WHAT THE TASK REQUIRES
Going through the material below, please gather all lines with the word "금구천길" in them.
****
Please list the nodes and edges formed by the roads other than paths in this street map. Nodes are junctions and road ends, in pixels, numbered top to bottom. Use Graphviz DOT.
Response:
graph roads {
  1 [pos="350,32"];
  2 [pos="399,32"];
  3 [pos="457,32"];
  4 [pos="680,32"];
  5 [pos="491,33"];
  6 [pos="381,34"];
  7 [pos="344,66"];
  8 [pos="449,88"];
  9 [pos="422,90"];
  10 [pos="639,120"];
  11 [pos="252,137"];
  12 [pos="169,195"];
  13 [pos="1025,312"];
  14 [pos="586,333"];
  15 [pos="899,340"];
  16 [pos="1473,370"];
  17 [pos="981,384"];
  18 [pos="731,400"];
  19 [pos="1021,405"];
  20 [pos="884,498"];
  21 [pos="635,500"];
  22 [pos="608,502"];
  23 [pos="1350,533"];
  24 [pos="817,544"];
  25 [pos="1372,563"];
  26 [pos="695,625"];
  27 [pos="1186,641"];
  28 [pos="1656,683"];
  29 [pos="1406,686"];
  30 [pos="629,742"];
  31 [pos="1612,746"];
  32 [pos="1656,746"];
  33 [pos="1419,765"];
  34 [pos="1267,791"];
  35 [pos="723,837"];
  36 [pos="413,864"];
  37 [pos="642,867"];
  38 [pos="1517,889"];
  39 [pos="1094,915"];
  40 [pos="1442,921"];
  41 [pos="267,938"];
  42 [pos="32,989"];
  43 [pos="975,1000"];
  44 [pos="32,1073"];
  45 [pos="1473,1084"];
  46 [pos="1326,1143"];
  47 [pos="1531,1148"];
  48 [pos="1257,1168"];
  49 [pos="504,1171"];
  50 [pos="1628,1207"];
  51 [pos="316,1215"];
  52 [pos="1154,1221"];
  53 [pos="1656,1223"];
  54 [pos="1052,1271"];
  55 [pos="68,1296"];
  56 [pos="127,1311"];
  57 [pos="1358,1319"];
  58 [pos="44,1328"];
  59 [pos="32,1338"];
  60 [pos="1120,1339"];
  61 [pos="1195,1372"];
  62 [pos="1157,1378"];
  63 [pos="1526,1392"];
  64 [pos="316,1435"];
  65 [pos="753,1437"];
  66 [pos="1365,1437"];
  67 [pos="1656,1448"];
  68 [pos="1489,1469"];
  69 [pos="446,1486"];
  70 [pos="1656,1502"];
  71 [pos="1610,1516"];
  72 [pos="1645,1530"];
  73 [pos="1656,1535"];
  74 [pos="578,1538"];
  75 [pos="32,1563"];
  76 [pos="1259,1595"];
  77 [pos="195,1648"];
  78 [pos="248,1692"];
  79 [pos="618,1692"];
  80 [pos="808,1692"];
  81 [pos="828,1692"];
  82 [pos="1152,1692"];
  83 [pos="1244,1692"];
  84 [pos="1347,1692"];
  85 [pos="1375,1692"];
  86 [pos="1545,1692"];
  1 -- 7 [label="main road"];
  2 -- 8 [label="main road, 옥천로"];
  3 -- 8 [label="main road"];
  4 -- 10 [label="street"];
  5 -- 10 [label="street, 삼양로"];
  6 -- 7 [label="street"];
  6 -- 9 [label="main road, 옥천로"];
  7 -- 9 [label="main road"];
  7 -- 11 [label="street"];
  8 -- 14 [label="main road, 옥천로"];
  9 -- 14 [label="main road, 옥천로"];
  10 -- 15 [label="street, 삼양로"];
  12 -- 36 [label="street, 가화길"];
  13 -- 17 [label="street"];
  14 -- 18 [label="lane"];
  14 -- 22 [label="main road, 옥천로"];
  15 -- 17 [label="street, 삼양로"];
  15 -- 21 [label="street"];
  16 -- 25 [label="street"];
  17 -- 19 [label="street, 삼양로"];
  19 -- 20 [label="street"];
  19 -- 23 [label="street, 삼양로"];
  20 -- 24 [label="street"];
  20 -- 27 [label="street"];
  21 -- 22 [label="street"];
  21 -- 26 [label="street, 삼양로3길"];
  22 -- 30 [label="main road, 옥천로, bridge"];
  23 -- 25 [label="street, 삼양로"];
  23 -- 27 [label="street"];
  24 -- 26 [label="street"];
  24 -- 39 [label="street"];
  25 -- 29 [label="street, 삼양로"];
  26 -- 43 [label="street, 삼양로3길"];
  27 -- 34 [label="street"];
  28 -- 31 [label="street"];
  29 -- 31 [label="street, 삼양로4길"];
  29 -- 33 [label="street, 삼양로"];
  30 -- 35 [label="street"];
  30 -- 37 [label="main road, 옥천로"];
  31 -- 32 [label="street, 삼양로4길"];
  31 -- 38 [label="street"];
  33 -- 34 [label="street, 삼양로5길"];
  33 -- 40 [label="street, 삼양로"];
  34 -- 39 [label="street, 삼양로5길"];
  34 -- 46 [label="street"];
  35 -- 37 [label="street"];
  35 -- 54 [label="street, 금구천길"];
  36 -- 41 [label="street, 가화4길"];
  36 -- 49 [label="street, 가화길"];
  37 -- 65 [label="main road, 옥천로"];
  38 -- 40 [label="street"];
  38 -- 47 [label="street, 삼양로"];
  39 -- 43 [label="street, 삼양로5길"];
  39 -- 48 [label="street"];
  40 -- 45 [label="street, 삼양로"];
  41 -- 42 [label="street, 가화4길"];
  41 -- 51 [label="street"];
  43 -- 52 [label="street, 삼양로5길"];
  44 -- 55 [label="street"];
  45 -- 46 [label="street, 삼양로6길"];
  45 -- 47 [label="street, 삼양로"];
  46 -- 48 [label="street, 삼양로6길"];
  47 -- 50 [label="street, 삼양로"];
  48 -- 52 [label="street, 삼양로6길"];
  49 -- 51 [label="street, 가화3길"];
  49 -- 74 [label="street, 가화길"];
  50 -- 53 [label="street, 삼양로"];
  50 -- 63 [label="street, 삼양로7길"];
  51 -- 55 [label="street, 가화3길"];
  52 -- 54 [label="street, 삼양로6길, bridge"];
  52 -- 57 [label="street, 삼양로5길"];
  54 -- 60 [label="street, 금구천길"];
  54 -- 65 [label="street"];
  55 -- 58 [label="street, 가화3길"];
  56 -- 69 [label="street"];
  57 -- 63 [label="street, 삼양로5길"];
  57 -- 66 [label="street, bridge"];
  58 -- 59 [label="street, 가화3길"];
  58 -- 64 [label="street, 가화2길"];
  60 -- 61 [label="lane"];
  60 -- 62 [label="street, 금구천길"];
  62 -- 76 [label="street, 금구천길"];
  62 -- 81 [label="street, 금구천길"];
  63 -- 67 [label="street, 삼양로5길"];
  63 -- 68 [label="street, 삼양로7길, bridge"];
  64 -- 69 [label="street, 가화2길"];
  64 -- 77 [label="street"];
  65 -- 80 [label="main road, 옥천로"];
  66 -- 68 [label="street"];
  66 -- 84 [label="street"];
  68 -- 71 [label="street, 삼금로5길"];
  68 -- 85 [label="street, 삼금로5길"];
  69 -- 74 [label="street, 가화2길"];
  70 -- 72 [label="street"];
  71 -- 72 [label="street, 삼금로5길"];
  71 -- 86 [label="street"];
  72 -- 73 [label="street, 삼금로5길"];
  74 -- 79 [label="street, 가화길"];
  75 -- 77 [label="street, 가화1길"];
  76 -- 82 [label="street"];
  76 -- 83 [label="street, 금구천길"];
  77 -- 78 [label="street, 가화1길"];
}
****
EXERCISE RESULT
  35 -- 54 [label="street, 금구천길"];
  54 -- 60 [label="street, 금구천길"];
  60 -- 62 [label="street, 금구천길"];
  62 -- 76 [label="street, 금구천길"];
  62 -- 81 [label="street, 금구천길"];
  76 -- 83 [label="street, 금구천길"];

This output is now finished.